There was little doubt that he was one of the pre-eminent mid-fielders in the Ovens and Murray. In his first season ‘back home’ he won his club’s Best & Fairest and the Chronicle Trophy and played in the Grand Final, which the ‘Pies lost to the Rovers.

Wang were there or thereabouts during most of Des’s years with them and contested ‘The Big One’ again in 1966 and ’69. He notched up his second B & F and represented the O &M in a stellar 1970.

With a hankering to coach he took on the job at Milawa for two years, then returned to the ‘Pies for his third stint, in 1975.

He was now an ageing star, but had lost few of the tricks that characterised his artistry in the midfield.

His form was still solid (if a little inconsistent), but he was to play a vital part in a cherished Magpie moment, when they swept to a famous premiership triumph over their arch-enemies, the Hawks, in 1976.

“I had the feeling we were on the verge of something big that year, and with Phil Nolan taking charge and players like Rod Cobain coming on board, we developed into a formidable side. To win the flag was fantastic.”

It was an ideal way for Des to round off his O & M career. With premierships in his first and last seasons at Wangaratta (albeit 15 years apart ), 191 games to his credit and subsequent membership of the club’s Team of the Century,  he headed out to Greta as playing-coach for a two-year term.

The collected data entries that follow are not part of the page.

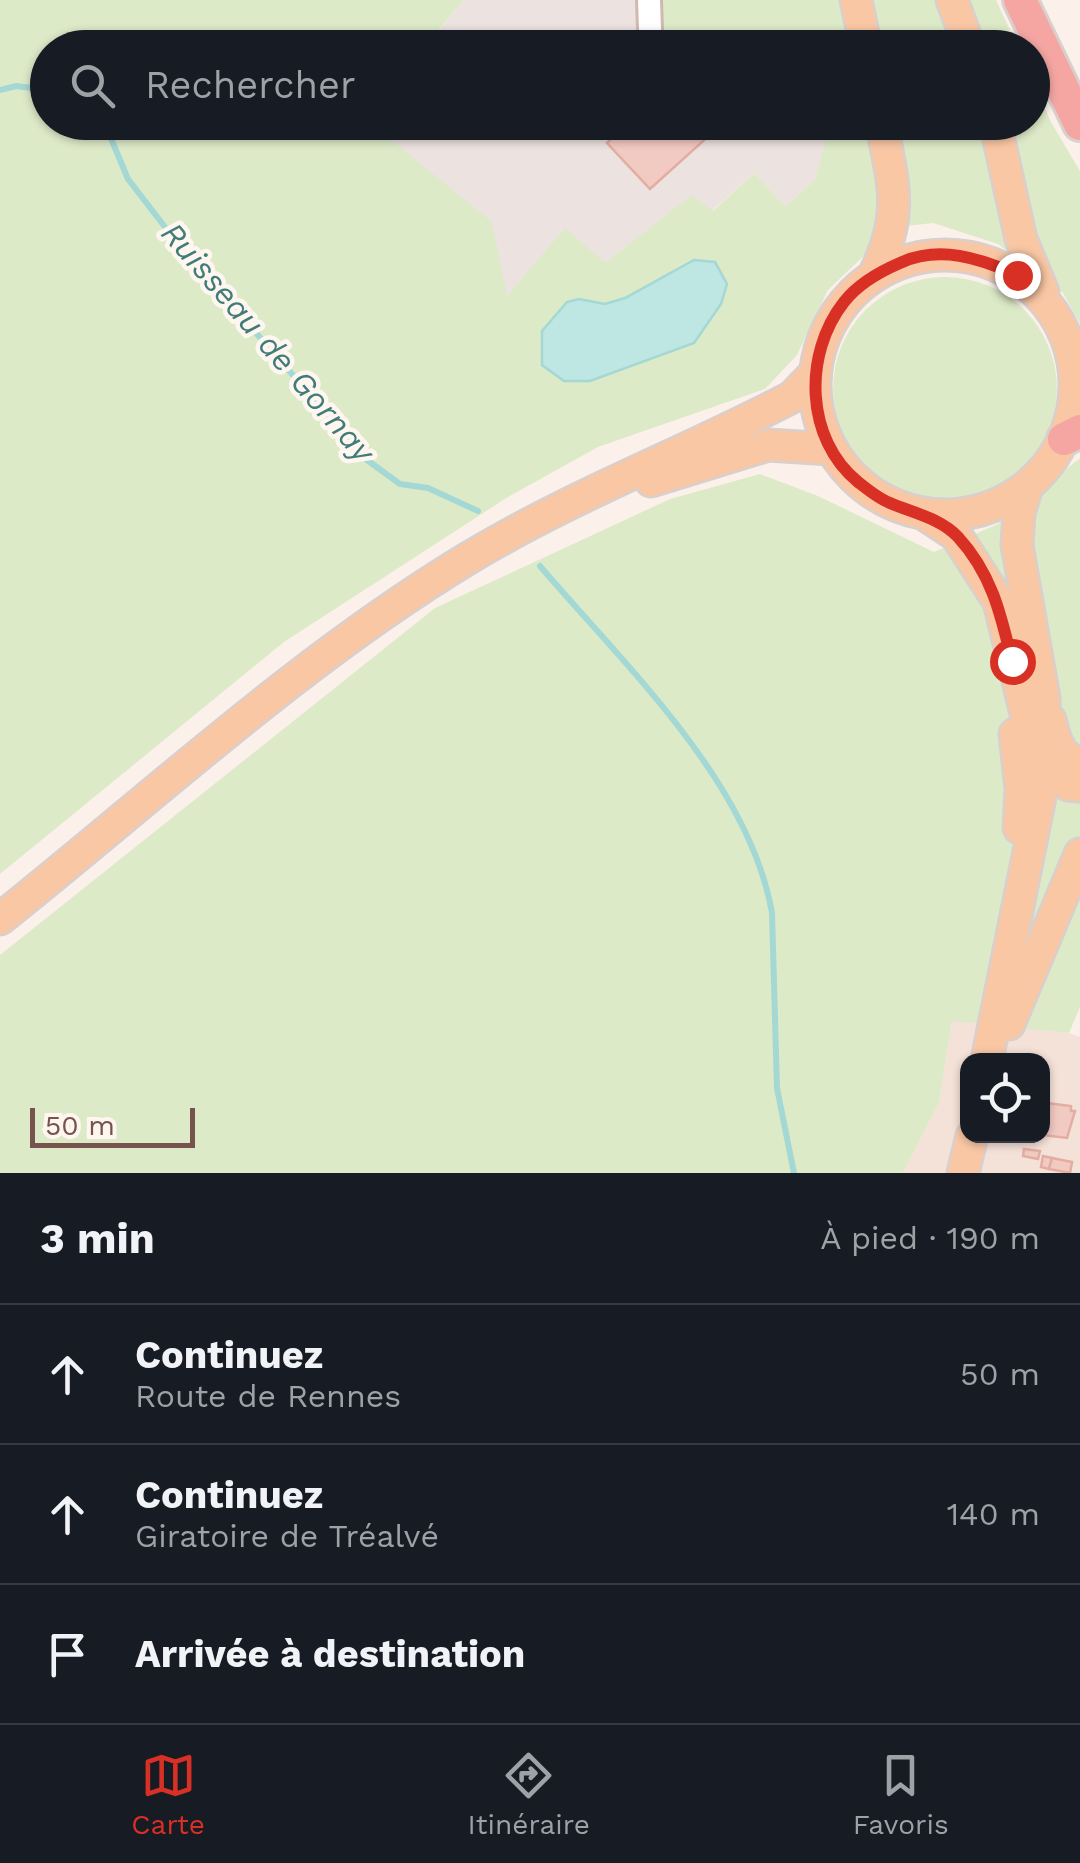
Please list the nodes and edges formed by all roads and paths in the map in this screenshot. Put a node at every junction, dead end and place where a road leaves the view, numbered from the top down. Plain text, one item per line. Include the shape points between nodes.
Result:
1 (649, 0) edge
2 (856, 0) edge
3 (952, 0) edge
4 (1020, 0) edge
5 (1043, 0) edge
6 (650, 29) dead end
7 (862, 30) edge
8 (963, 30) edge
9 (1035, 30) edge
10 (1050, 62) edge
11 (1080, 84) edge
12 (1080, 124) edge
13 (884, 140) edge
14 (999, 140) edge
15 (874, 275) junction
16 (1046, 300) junction
17 (815, 373) junction
18 (1072, 435) edge
19 (831, 449) junction
20 (1026, 488) junction
21 (553, 513) junction
22 (924, 514) junction
23 (1012, 661) junction
24 (1044, 698) junction
25 (1080, 764) edge
26 (1045, 772) junction
27 (1080, 786) edge
28 (1080, 854) edge
29 (0, 919) edge
30 (1013, 922) junction
31 (988, 1053) edge
32 (1000, 1053) edge
33 (970, 1143) edge
34 (963, 1173) edge

1 - 6 lane
2 - 7 main road
3 - 8 main road
4 - 9 highway
5 - 11 highway
10 - 12 highway
13 - 15 main road via 896,202 894,227
14 - 16 main road via 1021,240
15 - 16 main road via 908,259 983,259 1017,275
15 - 17 main road via 844,301 824,335
16 - 18 main road via 1067,336 1076,376
17 - 19 main road via 817,412
17 - 21 main road via 792,397
18 - 20 main road
19 - 21 main road via 768,445
19 - 22 main road via 870,491
20 - 22 main road via 960,515
20 - 24 main road via 1017,544
21 - 29 main road via 469,558 301,673
22 - 23 main road via 956,535 976,563 998,602
23 - 26 main road via 1031,744
23 - 30 main road via 1021,789
24 - 25 main road via 1058,747
24 - 26 main road
26 - 27 main road
26 - 30 main road
28 - 32 main road
30 - 31 main road
33 - 34 main road

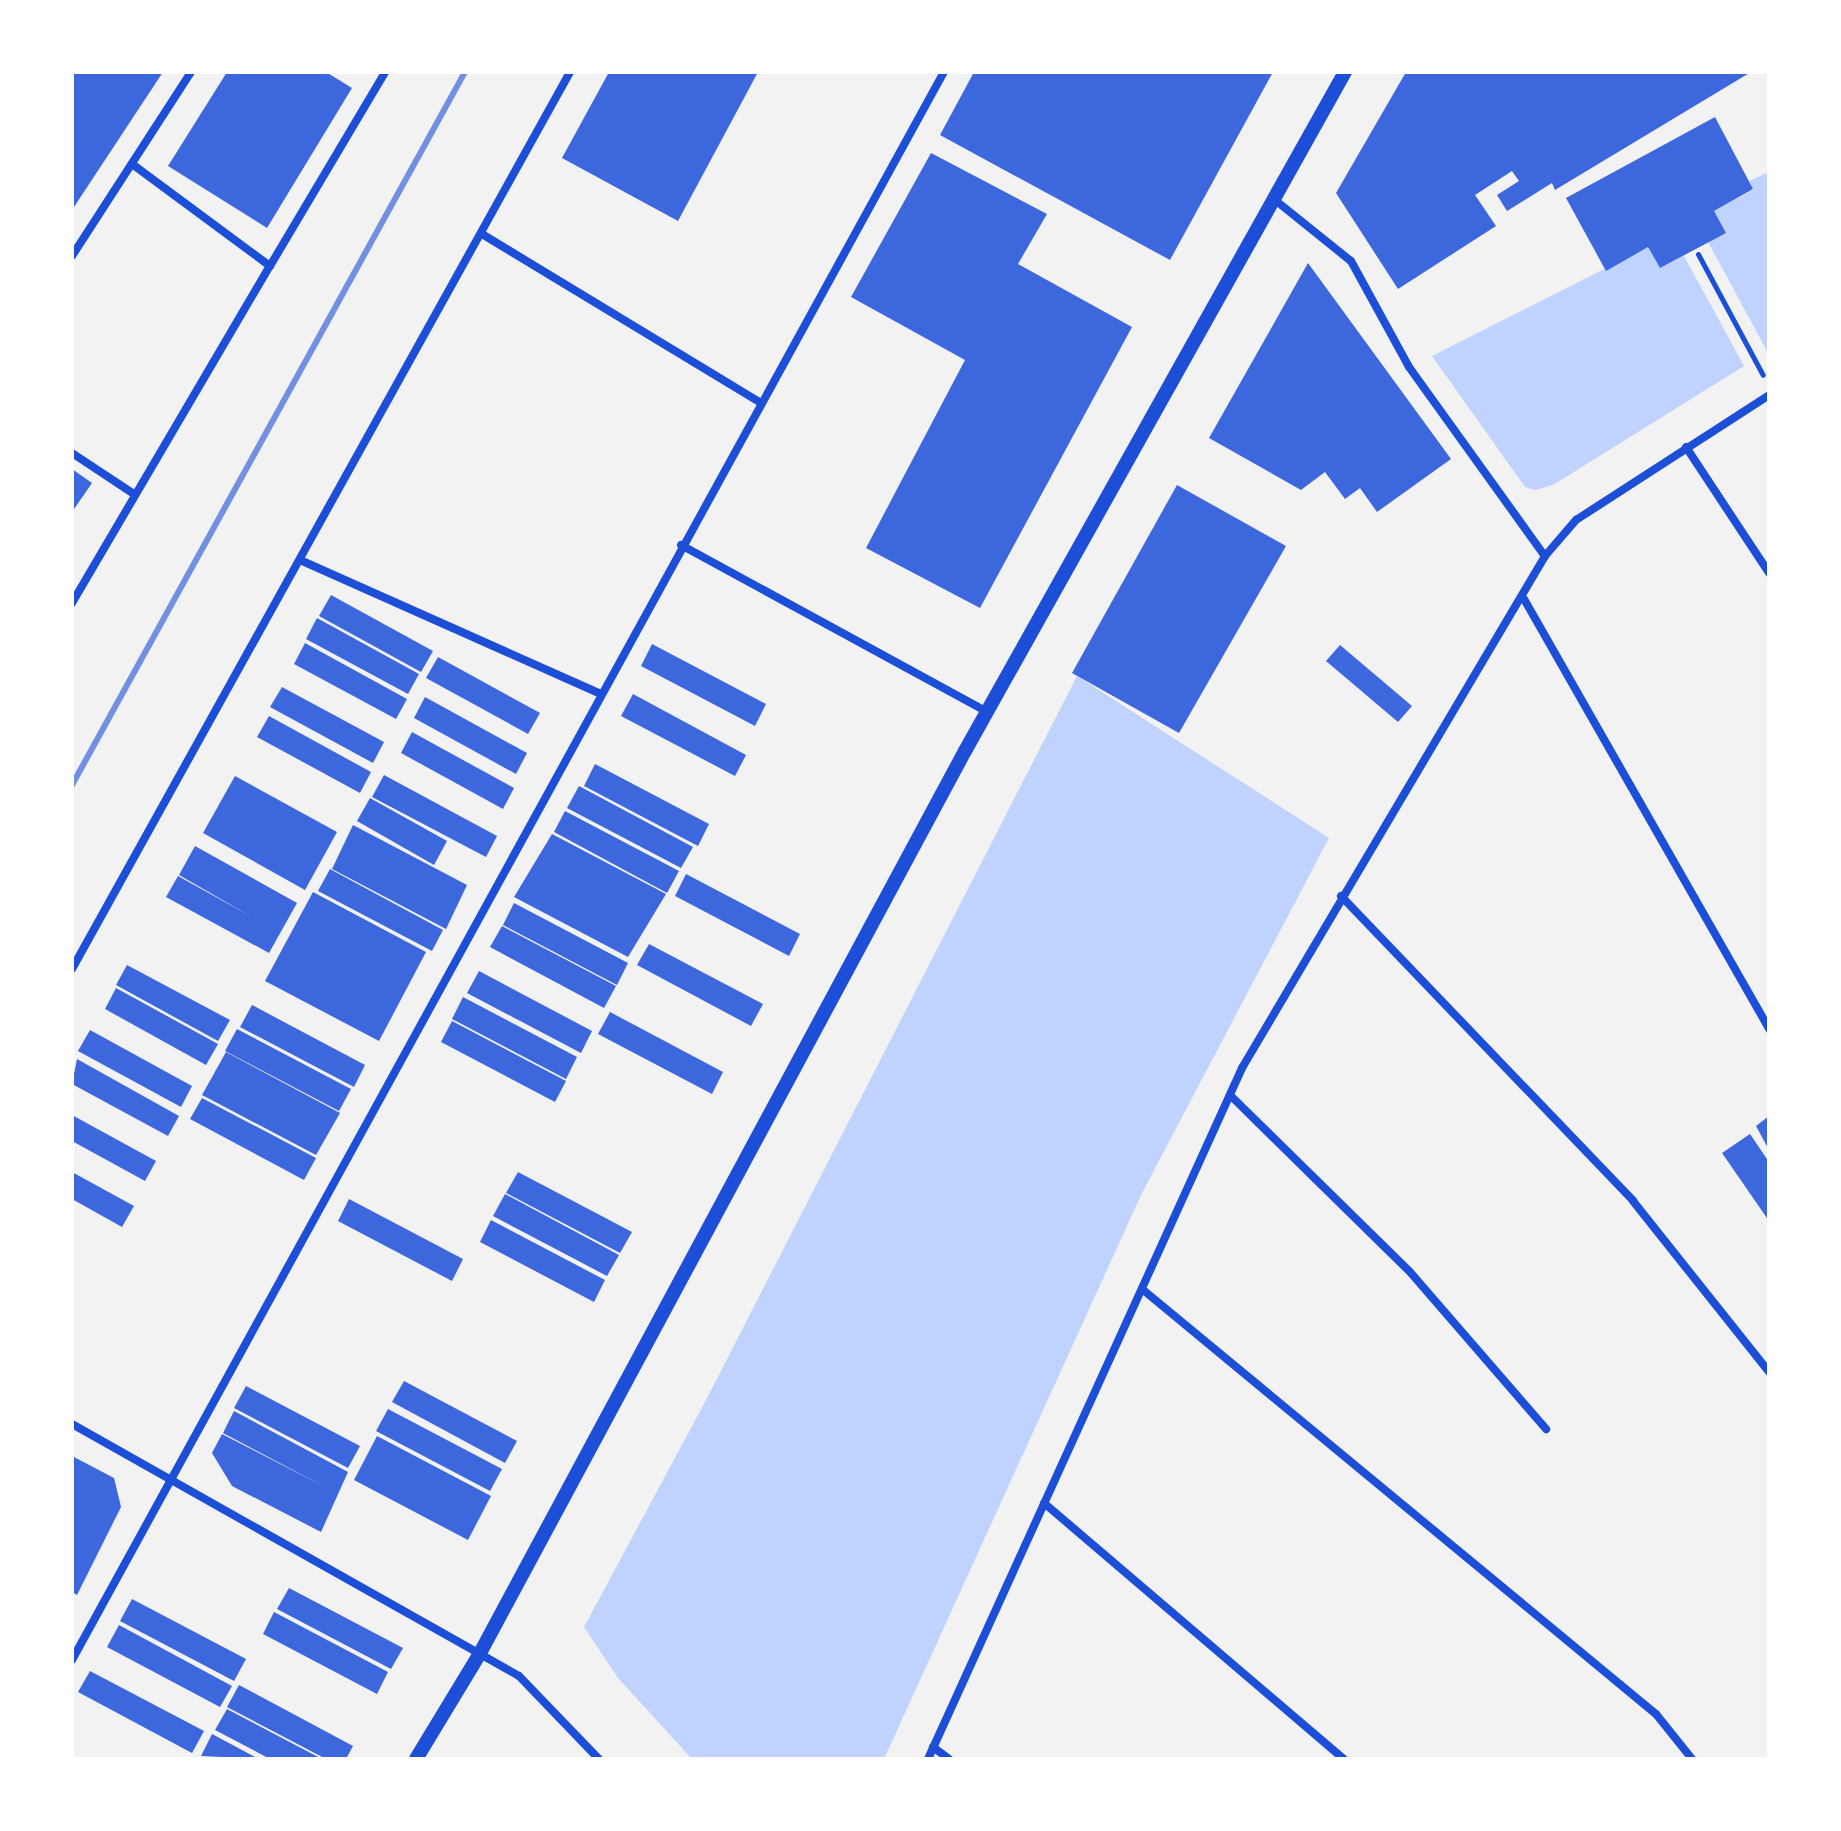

He stayed on as a player for another season and was sure that he had reached the end of the road, only to be talked into having one last fling, in 1980, by new Greta coach, Geoff Lacey.

“Lacey was a good leader and I was glad I agreed to continue, as we won the flag.”

His son Darren was now beginning to make his way in the game and Des strapped himself in for what turned out to be a terrific ride.

Darren’s rise was meteoric. A talented schoolboy, he was an All-Australian Teal Cup player and, in his only season with Wang, in 1982, aged 16, rose through the Thirds and Reserves, to play 8 senior games.

North Melbourne eagerly grabbed him and he chalked up 119 games as a more than handy utility player and tagger over 11 years. The ‘Roos were becoming concerned with his continuing run of injuries and swapped him to Geelong, where he strung together another 18 games before retiring at the end of 1994.

“Darren missed out on the big money in football, but did well professionally, ” Des explains. “North put him through school, at Essendon Grammar, and he continued on to gain a Masters in Accounting.”

“He and his family spent 7 years in England and returned home three years ago. He’s now the CFO of Fonterra Milk Company.”

Des’s pursuit of a VFL career had put his cricketing talents on the back-burner. He was originally intent on being a wicket-keeper, but when he returned to Wangaratta in the mid-sixties, established a substantial reputation as a classy right-hand batsman and leg-spinner.

He played in a WDCA premiership with United, then transferred to Magpies, where he was a key figure in another three titles.

Then tennis took over. He’s a man of action, is Des Steele and now that he’s retired he manages to fit in tennis three days a week and a decent ride on the bike three mornings a week.

There was an interruption to this busy schedule about six months ago, when he skidded on some loose gravel and came to grief.

The result? Four broken ribs and a brief spell from his sporting pursuits.

But that was a mere interlude for the man who must be one of Wangaratta’s fittest 71 year-olds.